---------- RECORD EXTRACTS ----------

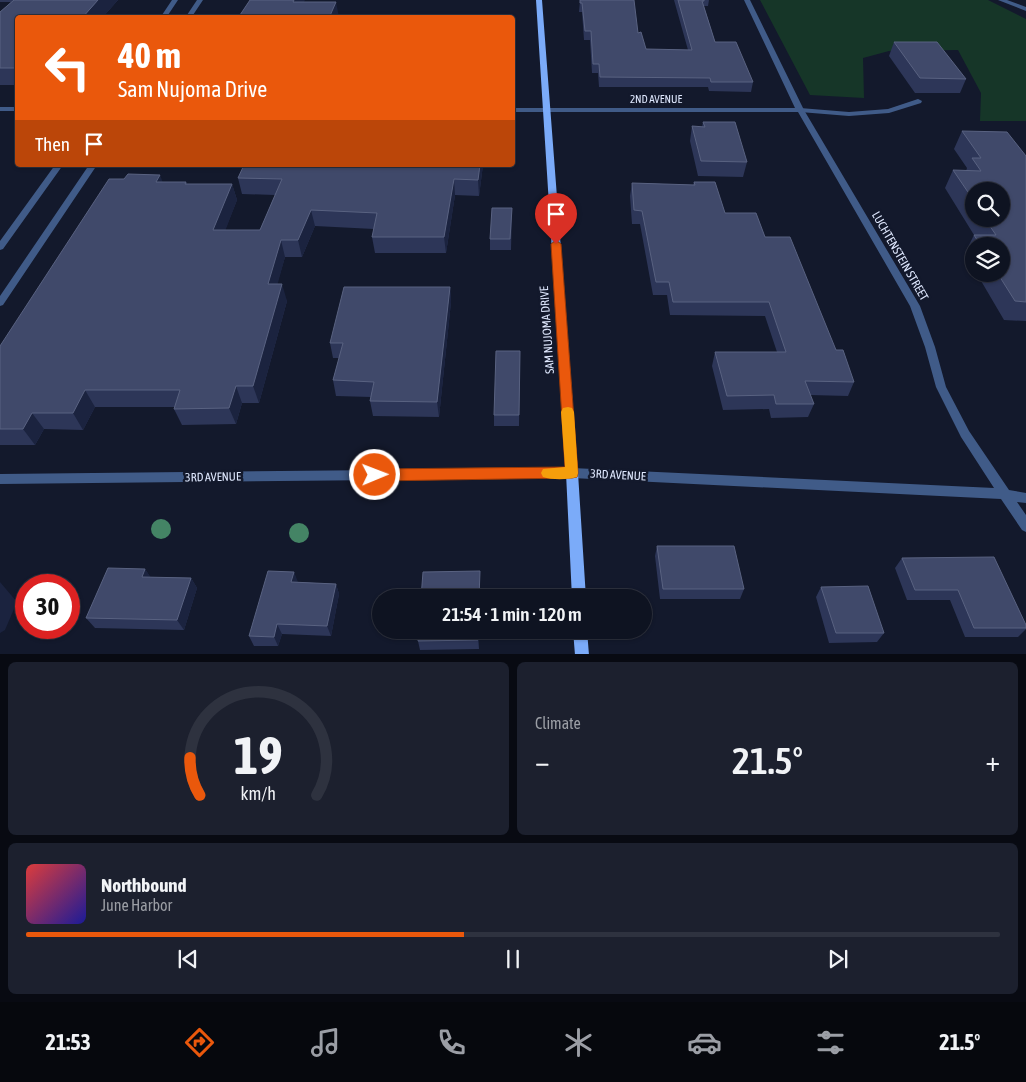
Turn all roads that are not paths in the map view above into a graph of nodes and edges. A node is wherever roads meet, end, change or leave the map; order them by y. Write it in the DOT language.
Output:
graph roads {
  1 [pos="175,0"];
  2 [pos="200,0"];
  3 [pos="539,0"];
  4 [pos="746,0"];
  5 [pos="1001,0"];
  6 [pos="1026,8"];
  7 [pos="165,15"];
  8 [pos="190,15"];
  9 [pos="918,101"];
  10 [pos="0,109"];
  11 [pos="15,110"];
  12 [pos="515,110"];
  13 [pos="547,110"];
  14 [pos="800,110"];
  15 [pos="58,167"];
  16 [pos="91,167"];
  17 [pos="0,247"];
  18 [pos="0,303"];
  19 [pos="572,473"];
  20 [pos="0,479"];
  21 [pos="1003,494"];
  22 [pos="1026,498"];
  23 [pos="1026,526"];
  24 [pos="578,589"];
  25 [pos="581,639"];
  26 [pos="582,654"];
  1 -- 7 [label="street"];
  2 -- 8 [label="street"];
  3 -- 13 [label="main road, SAM NUJOMA DRIVE"];
  4 -- 14 [label="street, LUCHTENSTEIN STREET"];
  5 -- 6 [label="street"];
  9 -- 14 [label="street, 2ND AVENUE"];
  10 -- 11 [label="street"];
  12 -- 13 [label="street, 2ND AVENUE"];
  13 -- 14 [label="street, 2ND AVENUE"];
  13 -- 19 [label="main road, SAM NUJOMA DRIVE"];
  14 -- 21 [label="street, LUCHTENSTEIN STREET"];
  15 -- 17 [label="street"];
  16 -- 18 [label="street"];
  19 -- 20 [label="street, 3RD AVENUE"];
  19 -- 21 [label="street, 3RD AVENUE"];
  19 -- 24 [label="main road, SAM NUJOMA DRIVE"];
  21 -- 22 [label="street, 3RD AVENUE"];
  21 -- 23 [label="street, LUCHTENSTEIN STREET"];
  25 -- 26 [label="main road"];
}
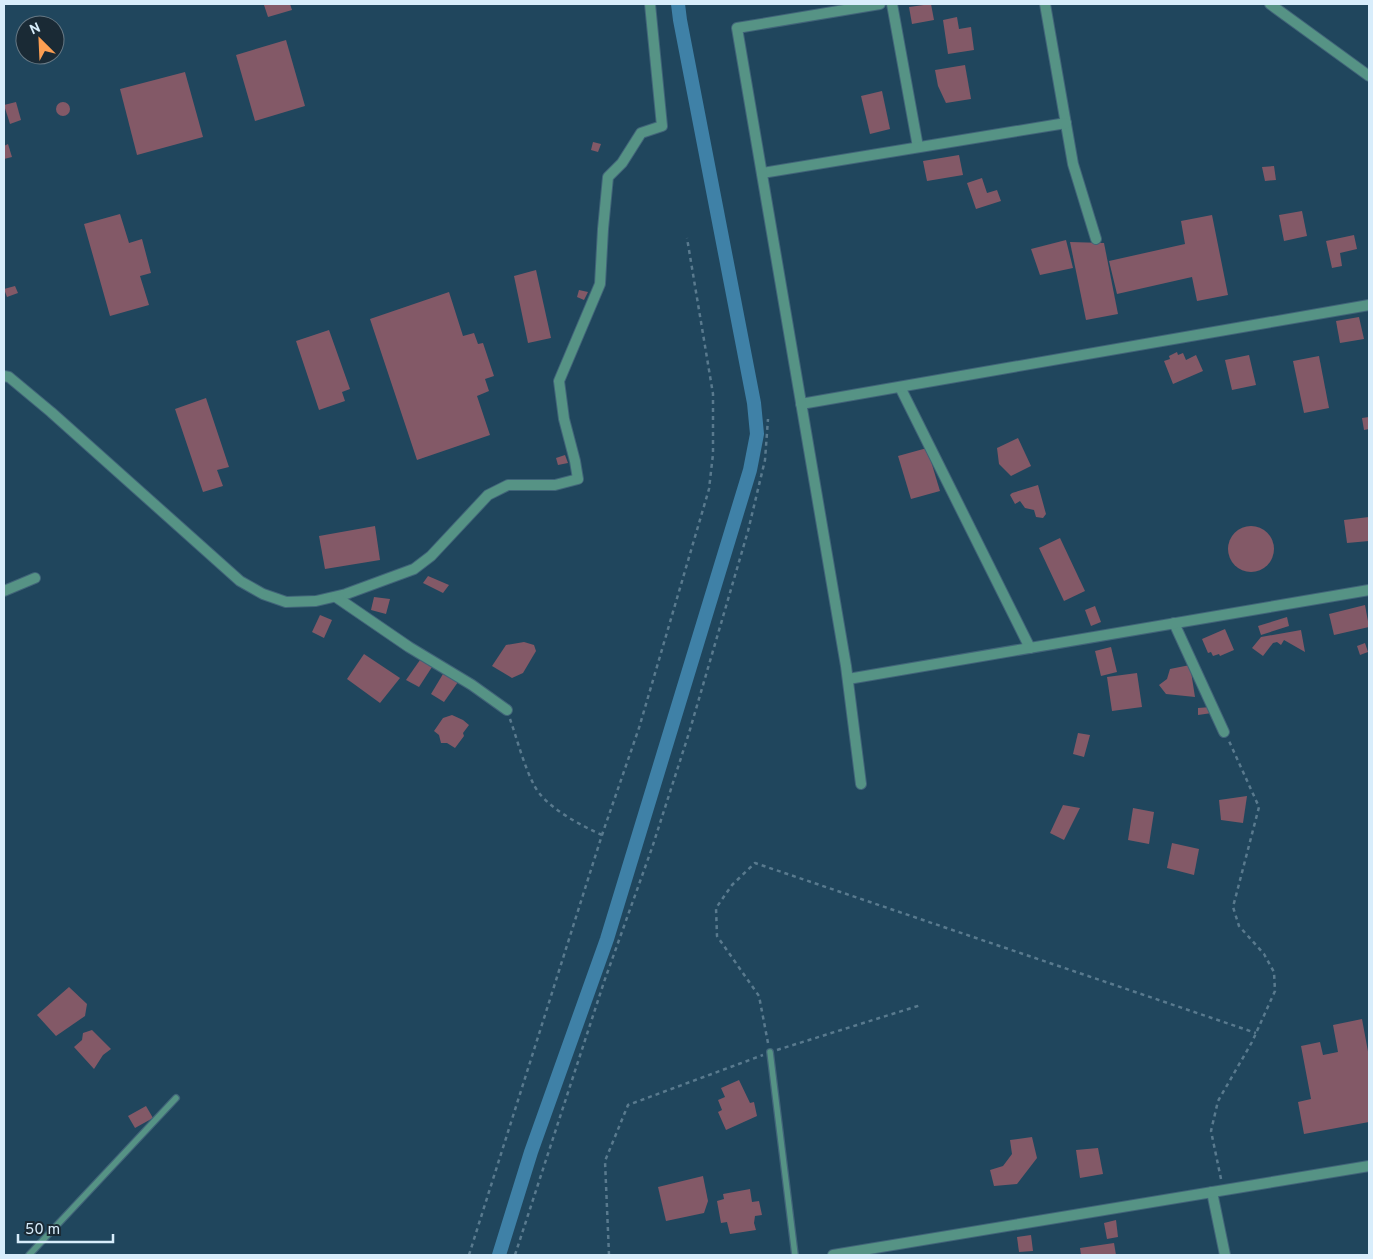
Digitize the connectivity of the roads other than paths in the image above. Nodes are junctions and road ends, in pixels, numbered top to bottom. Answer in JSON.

----------

### YOUR INSTRUCTIONS
If a line in the records above contains the string "paths", copy that line out.

### RESPONSE AREA
Turn all roads that are not paths in the map view above into a graph of nodes and edges. A node is wherever roads meet, end, change or leave the map; order them by y. Write it in the DOT language.
Digitize the connectivity of the roads other than paths in the image above. Nodes are junctions and road ends, in pixels, numbered top to bottom. Answer in JSON.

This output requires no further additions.